Endothelium-derived Relaxing Factor Inhibits Hypoxic Pulmonary Vasoconstriction in Rats

The hypothesis that endothelium-derived relaxing factor (EDRF) modulates hypoxic pulmonary vasoconstriction (HPV) was tested in isolated, blood-perfused rat lungs ventilated with gas mixtures of 21% O2-5% CO2-74% N2 (normoxia) or of 3% O2-5% CO2-92% N2 (hypoxia); 30 µM NG-monomethyl-l-arginine (l-NMMA), an inhibitor of EDRF production, caused a reduction in the endothelium-dependent relaxant response to acetylcholine (ACh) from 62 ± 7, 88 ± 4, and 100 ± 4% to 26 ± 8, 49 ± 12, and 75 ± 7% at ACh concentrations of 1, 10, and 100 µM, respectively (p < 0.05 at all concentrations), indicating that l-NMMA acts via the inhibition of EDRF production. l-NMMA induced a concentration-related augmentation in HPV of 20 ± 5, 32 ± 8, and 34 ± 8% at concentrations of 30, 300, and 1,000 µM (p < 0.05, compared with a vehicle control group at all concentrations). The pressor response to a dose of anglotensin II (A-II), which produced the same increase in pulmonary artery pressure as that induced by hypoxia, was also significantly augmented (2 ± 0.6%), but to a lesser extent.
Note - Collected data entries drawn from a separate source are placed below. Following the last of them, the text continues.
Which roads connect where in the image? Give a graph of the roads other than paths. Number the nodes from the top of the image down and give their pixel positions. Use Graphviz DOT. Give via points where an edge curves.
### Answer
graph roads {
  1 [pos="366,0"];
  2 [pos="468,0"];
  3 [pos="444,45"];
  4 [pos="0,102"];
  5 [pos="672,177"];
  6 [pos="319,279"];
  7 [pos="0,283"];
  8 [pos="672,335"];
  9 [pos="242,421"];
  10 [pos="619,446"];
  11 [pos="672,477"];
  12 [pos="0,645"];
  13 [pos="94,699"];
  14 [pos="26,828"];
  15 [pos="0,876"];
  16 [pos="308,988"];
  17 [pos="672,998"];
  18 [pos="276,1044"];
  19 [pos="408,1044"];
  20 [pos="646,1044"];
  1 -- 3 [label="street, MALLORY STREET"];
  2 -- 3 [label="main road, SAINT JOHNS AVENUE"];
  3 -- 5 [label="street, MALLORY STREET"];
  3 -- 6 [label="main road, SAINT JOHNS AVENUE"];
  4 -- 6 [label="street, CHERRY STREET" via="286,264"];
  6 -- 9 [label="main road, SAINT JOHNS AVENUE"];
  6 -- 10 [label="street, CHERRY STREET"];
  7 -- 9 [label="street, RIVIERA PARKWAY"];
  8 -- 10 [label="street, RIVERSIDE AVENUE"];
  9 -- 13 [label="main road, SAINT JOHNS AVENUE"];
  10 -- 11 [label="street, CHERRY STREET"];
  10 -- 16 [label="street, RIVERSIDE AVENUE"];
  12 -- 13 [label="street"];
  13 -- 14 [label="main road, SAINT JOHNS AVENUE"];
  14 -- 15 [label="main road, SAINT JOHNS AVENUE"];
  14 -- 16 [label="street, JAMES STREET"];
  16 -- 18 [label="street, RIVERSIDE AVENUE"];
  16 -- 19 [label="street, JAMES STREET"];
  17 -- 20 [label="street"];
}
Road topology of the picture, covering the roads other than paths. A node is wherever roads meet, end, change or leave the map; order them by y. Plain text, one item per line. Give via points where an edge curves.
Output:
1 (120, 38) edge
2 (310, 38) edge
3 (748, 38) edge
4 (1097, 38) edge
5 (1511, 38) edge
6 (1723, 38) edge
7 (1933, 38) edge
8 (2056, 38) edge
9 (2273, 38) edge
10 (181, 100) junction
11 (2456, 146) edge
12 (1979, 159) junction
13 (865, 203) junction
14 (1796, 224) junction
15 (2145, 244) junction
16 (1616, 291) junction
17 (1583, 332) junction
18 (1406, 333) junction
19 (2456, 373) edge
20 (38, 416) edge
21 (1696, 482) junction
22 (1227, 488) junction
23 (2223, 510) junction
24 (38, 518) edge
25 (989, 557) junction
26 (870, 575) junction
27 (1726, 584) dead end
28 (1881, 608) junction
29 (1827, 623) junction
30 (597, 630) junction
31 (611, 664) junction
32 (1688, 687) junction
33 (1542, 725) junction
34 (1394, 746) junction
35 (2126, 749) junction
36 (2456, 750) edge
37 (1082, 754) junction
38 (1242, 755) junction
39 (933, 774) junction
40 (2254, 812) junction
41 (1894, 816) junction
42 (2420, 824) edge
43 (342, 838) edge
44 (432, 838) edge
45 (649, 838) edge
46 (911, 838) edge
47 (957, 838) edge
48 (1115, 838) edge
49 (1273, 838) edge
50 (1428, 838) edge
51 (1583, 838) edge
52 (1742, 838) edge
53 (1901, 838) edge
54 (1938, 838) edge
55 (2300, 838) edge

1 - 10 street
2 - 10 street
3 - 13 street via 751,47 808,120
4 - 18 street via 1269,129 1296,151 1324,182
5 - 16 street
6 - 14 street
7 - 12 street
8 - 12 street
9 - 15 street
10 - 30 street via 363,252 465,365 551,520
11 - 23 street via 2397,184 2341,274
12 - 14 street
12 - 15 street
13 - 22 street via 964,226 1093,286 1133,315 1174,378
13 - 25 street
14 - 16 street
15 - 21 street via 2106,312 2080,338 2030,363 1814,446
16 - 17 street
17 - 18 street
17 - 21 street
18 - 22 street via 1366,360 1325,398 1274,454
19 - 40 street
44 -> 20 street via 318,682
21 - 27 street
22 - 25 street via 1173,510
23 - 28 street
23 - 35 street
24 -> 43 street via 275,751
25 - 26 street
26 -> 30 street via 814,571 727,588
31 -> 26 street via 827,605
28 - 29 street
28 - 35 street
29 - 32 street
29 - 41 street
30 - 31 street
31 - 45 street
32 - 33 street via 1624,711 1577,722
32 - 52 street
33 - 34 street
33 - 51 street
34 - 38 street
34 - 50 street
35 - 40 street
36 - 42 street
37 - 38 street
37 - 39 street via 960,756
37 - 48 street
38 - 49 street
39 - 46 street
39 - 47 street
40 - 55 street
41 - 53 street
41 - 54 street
The augmentation of HPV by 30 µM l-NMMA was completely reversed by 1 mM l-arginine (a precursor of EDRF), but not by d-arginine (an isomer of l-arginine). One and 6 mM l-arginine, but not 6 mM d-arginine caused a significant inhibition of HPV by 20 ± 2 and 47 ± 12% (p< 0.05, compared with the vehicle control group) and a small but not significant reduction in A-II-mediated contraction. We conclude that endothelium-derived relaxing factor modulates HPV and that the modulating action of EDRF on pulmonary blood pressure may be more relevant to HPV than to A-II-induced contraction. The ability of l-arginine to reduce HPV suggests that the formation of EDRF during hypoxemia may be limited by the availability of its precursor.